В посту мичмана Борисова ждали. Командир отделения старшина второй статьи Иван Карнаухов доложил, что по сигналу тревоги прибыли все, кроме матроса Шухрата Уразниязова.

— В кубрике Уразниязов был? Кто в последний раз видел Уразниязова?

— Товарищ мичман, он, наверное, у земляка своего в службе снабжения сидит. Я матроса Милованова отправил, проверит.

— Карнаухов, ты командир, а не мокрая курица. Почему не знаешь точно, где находится твой подчиненный?

Старшина промолчал. А что скажешь, это же Шухрат, с ним вечно какие-то приключения случаются. Помявшись, Карнаухов решил перевести разговор в другое, менее опасное для себя русло:

— Разрешите включить боевое освещение?

— Давно пора. Ну, если матрос не найдется, будет вам на орехи, помощничек.

Это был уже не тот Клим, несколько минут назад дурачившийся в каюте. Момент веселья имел место, но он миновал.

Мичман нервно взглянул на часы. Нужно докладывать о готовности поста, а расчет не в полном составе. Это могло вызвать недовольство у командира дивизиона.

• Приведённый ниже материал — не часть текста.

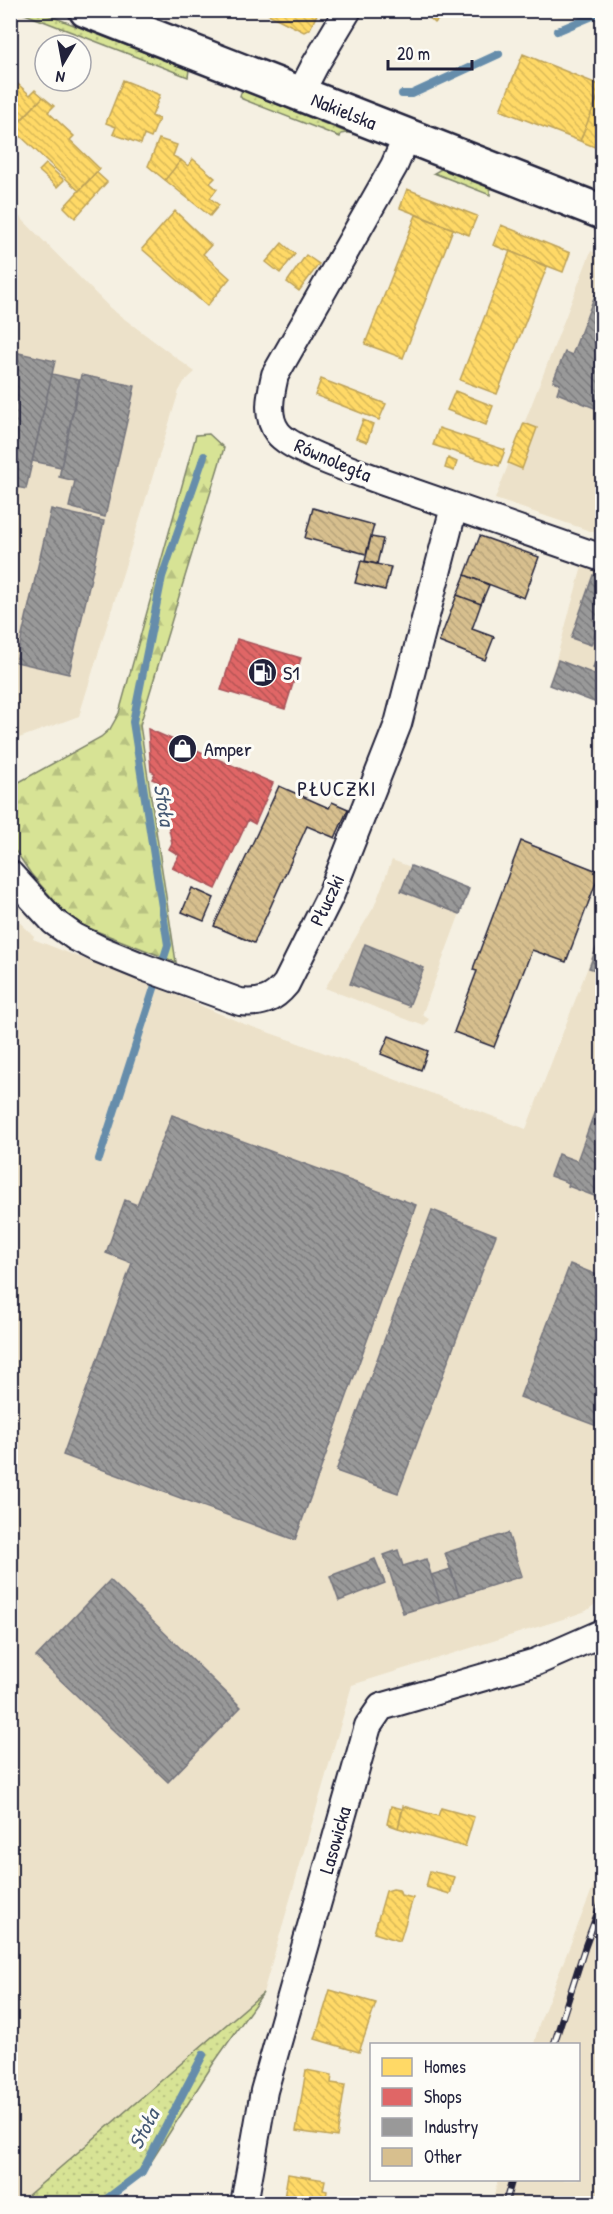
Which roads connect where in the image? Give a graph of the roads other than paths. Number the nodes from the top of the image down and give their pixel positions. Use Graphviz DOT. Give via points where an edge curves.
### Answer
graph roads {
  1 [pos="86,10"];
  2 [pos="348,10"];
  3 [pos="300,94"];
  4 [pos="407,136"];
  5 [pos="603,212"];
  6 [pos="454,507"];
  7 [pos="603,558"];
  8 [pos="10,874"];
  9 [pos="603,1633"];
  10 [pos="244,2204"];
  1 -- 3 [label="street, Nakielska"];
  2 -- 3 [label="street"];
  3 -- 4 [label="street, Nakielska"];
  4 -- 5 [label="street, Nakielska"];
  4 -- 6 [label="street, Równoległa" via="275,375 270,394 271,419 278,434 302,450"];
  6 -- 7 [label="street, Równoległa"];
  6 -- 8 [label="street, Płuczki" via="398,724 331,894 278,994 253,1003 224,997 99,950 54,922"];
  9 -- 10 [label="street, Lasowicka" via="536,1662 381,1707 368,1726 264,2091"];
}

— Лейтенант Коломийцев в курсе?

— Нет.

— Командир боевой части?

Карнаухов отрицательно покачал головой, щелкнул выключателем.

Синие лампы боевого освещения сгустили воздух, настоянный на запахах нитрокраски, перегретой резины, железа. Клим огляделся. В кресле оператора понуро сидел старшина второй статьи Карнаухов. Рядом с ним пристроился небольшого ростика паренек, очень похожий на петушка осенней поры матрос Иванов. У него даже имя было подстать — Петя. Над индикатором висел на толстом витом шнуре микрофон внутренней переговорной системы «Каштан». В любой момент он мог взорваться гневной тирадой командования. В таком случае более чем щедро на орехи достанется мичману, как старшине команды.

Клим отошел к двери, прислушался, не загремит ли трап.

Тишину нарушало лишь непрерывное бурчание Иванова:

— Будь моя воля, выгнал бы я этого Шухрата к чертям собачьим. Ну, какой из него акустик. Шумовую дорожку от помех не отличает. Правду говорил мичман Песков, позориться только с таким… А нарушать первый, хлебом не корми.

Старшина не ответил. Карнаухов вообще был парень молчаливый, но Борисов чувствовал, что Иван поддерживает мнение матроса.

Акустическую вахту Уразниязов действительно не мог нести. Через двадцать минут поиска он начинал клевать носом или городил такую околесицу вместо доклада, что хотелось топать ногами и во весь голос крыть матом.